The Man Behind the Sax Behind the Beard: Interview with Nicholas Gerlach
We’ve enjoyed watching Turbo Suit’s steady rise here at Sensible Reason, and their re-occurring presence at Summer Camp Music Festival is now a welcome reminder that festival season has started. Hot off the release of their new album Out Here, the jamtronica trio played three sets through out the weekend and definitely earned some new fans with their Turbo Suit & Friends set in the Red Barn that featured Joel Cummins and Andy Farag of Umphrey’s McGee, Natalie Cressman and Marcus Rezak. We also got another amazing late-night North American Scum set, celebrating the music of LCD Soundsystem as well as a chance to sit down with EWI-wielding Nicholas Gerlach, who had so many sit-ins during the course of #SCamp15 that we can hardly keep track. Check it out below.
SR: For people still unaware, what is a Turbo Suit?
Nicholas: I don’t think its anything specific, I think you rock out with whatever you want and it can be a turbo suit. Kinda keep it vague. Do you! Do you playa!

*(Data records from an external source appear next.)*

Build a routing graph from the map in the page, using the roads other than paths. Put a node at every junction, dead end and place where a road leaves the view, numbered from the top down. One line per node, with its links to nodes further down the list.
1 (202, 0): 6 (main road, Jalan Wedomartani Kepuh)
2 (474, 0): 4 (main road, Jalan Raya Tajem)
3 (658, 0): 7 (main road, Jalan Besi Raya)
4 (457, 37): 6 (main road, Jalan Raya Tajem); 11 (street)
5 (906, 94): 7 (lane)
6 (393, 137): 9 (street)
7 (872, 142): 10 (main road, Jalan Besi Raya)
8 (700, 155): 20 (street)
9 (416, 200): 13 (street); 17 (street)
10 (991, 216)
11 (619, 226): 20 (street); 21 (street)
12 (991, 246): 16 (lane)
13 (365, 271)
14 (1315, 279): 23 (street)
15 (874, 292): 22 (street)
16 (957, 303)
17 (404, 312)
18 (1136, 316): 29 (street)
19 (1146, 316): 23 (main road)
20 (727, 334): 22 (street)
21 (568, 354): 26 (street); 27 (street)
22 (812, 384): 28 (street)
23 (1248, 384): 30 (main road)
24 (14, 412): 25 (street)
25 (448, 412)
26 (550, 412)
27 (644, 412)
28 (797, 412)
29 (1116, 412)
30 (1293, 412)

SR: We really loved the Turbo Suit and Friends set the other night in the Red Barn, can you talk little about the motivation behind a set like that?
Nicholas: Well first of all, the motivation there is that we like to play with great musicians. We had Marcus Rezak, Natalie Cressman and Joel and Andy Farag up there. When you do something like that, you have to pick the right people and you can’t have too many people because it can just turn into noise. But the good thing about these people is that they are all pros, so they know how to give everyone space. Joel and Andy play 130 shows a year, improvising music, they know what they’re doin’. Natalie is a world-class jazz musician and vocalist. And Marcus you know, he’s just a shredder, he’s a motherfucker. They’re all on the album too, I think Marcus is on, not every track, but he’s basically the guitar player on the album. Natalie did vocals on Rewind, and then Andy is on a couple playing percussion. It’s cool to have them up and do it live. Because they weren’t in the studio with us, we sent it to them and they sent it back, it was that kind of vibe. So it’s cool to get all together and do it. And it’s just awesome for people to come see all their favorite musicians and Umphrey’s fans can see the music in smaller more accessible environment.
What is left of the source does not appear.